Branding is one of the core features of today’s companies as it is the brand which gives identity, look, and feel. As the saying goes, “People buy brands, not products”, it is the brand which leaves a footprint in the minds of consumers, and it is the very same brand which customers align with. Typically, people identify with the brand more than they identify with any individual driving the brand.
Whilst accounting convention has not itemised brand value annually in the balance sheet, another intangible asset known as goodwill is captured on the balance sheet. Goodwill is a sort of catch-all account for all value that an acquisition holds above and beyond its basic book value (of which brands may only be one part).
Goodwill shows up on a balance sheet when two companies complete a merger or acquisition. When a company buys another firm, anything it pays above and beyond the net value of the target’s identifiable assets becomes goodwill on the balance sheet.
The question arises, if goodwill is a catch-all, and incorporates brand value upon a merger and acquisition, what would the situation be in a Mudaraba-based enterprise? should this payment belong solely to the Rab al-Mal (Capital provider), or should it be shared between the Rab al-Mal and Mudarib (enterprise manager)?
Accounting for Brand Value
Before addressing the question on Mudaraba, brand value and its potential accounting treatment needs to be summarised. The money measurement principle of accounting suggests that only items that have a certain defined value are tracked in the balance sheet, which is why brands don’t appear.
On a company’s balance sheet, internally generated intangible assets do not actually show up as such. An intangible asset like the Apple logo, which has enormous name recognition value, is not recorded on the company’s balance sheet. Because the logo was created internally and does not have a price that can be used to determine fair market value, as would be the case had the logo been acquired as part of the acquisition of another company, it is not shown on the balance sheet.
Apple’s market value has previously fluctuated by 17% in a single year. If Apple kept track of this in their balance sheet, they would have to drastically adjust their equity as the value of their brand varied from year to year, which doesn’t produce very reliable or comparable accounting statements.
Measuring Brand Value
A brand is an intangible asset whose worth is frequently more vague, in contrast to fixed assets like inventories or PP&E. Market perception and customer loyalty are two examples of the value drivers of a brand that can be challenging to measure and much harder to translate into value. Market- and cost-based approaches are often less successful techniques for evaluating brands. A cost method (for instance, one applying replacement cost estimates) is subjective and may not accurately reflect the asset’s future worth because brand development is frequently unpredictable and hard to recreate. Due to the potential rarity of market transactions involving really comparable brands, precise comparable market measures on brands are typically inaccurate. As a result, an income- or cash-flow-based strategy is frequently the best for valuing brands.

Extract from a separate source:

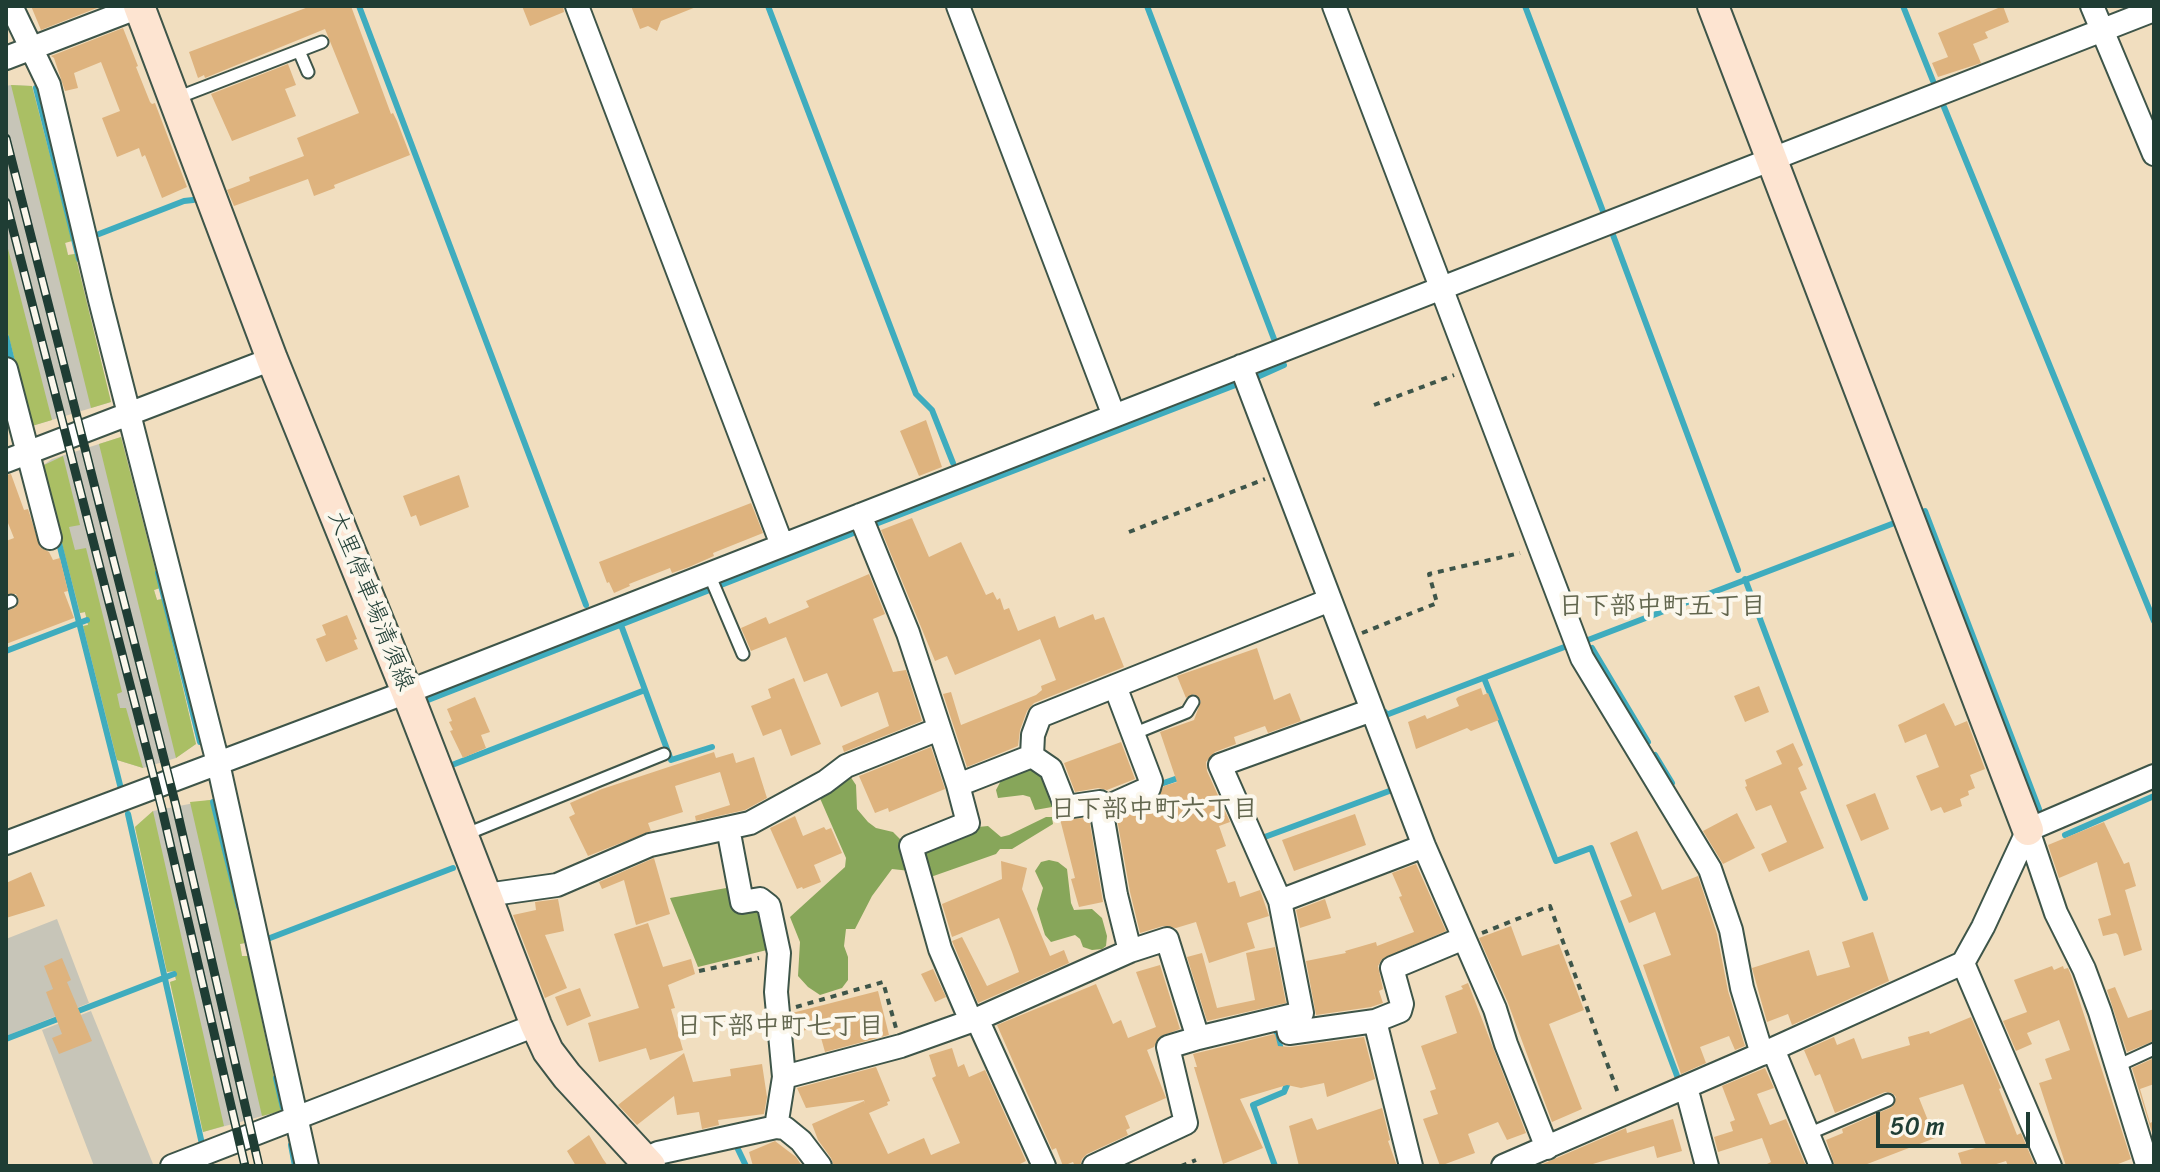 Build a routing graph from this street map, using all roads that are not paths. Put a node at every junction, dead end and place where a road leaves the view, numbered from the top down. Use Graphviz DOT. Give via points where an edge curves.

A brand’s valuer must take into account a number of quantitative and qualitative factors. The value frequently reflects the present and/or potential future financial gains associated with brand ownership. The following important quantitative factors are typically considered:
- The historical and predicted growth rates;
- Market Share;
- Brand-related premium pricing;
- Advertising and marketing costs necessary to sustain brand value.
The following qualitative factors are typically considered:
- Brand history, heritage, and longevity;
- Perceived quality;
- Brand recognition in the market;
- Possibility of expanding the brand into neighbouring regions;
- Capability to uphold brand integrity;
- Brand’s breadth of distribution
Brand valuations are therefore not included in the balance sheet. However, if a business is acquired, the acquiring entity may pay significantly more than the business’ accounting book value, in part to buy a highly prized brand. We can reasonably be sure that the valuation is accurate in this scenario because it won’t fluctuate from year to year and the acquiring company’s bottom line will suffer if they are wrong. Now that the value is known, it can be recorded on the balance sheet as part of the “goodwill” entry, which serves as a sort of catch-all account for all value that an acquisition possesses in addition to its fundamental book value (of which brands may be a part).
Goodwill as an Entry
If a ‘brand’ is a collection of IP assets, plus goodwill, then FRS 10 says that internally generated intangible assets may only be recognised in the financial statements if they have a readily ascertainable market value. This means the asset should be part of a homogeneous population and market value should be evidenced by frequent transactions.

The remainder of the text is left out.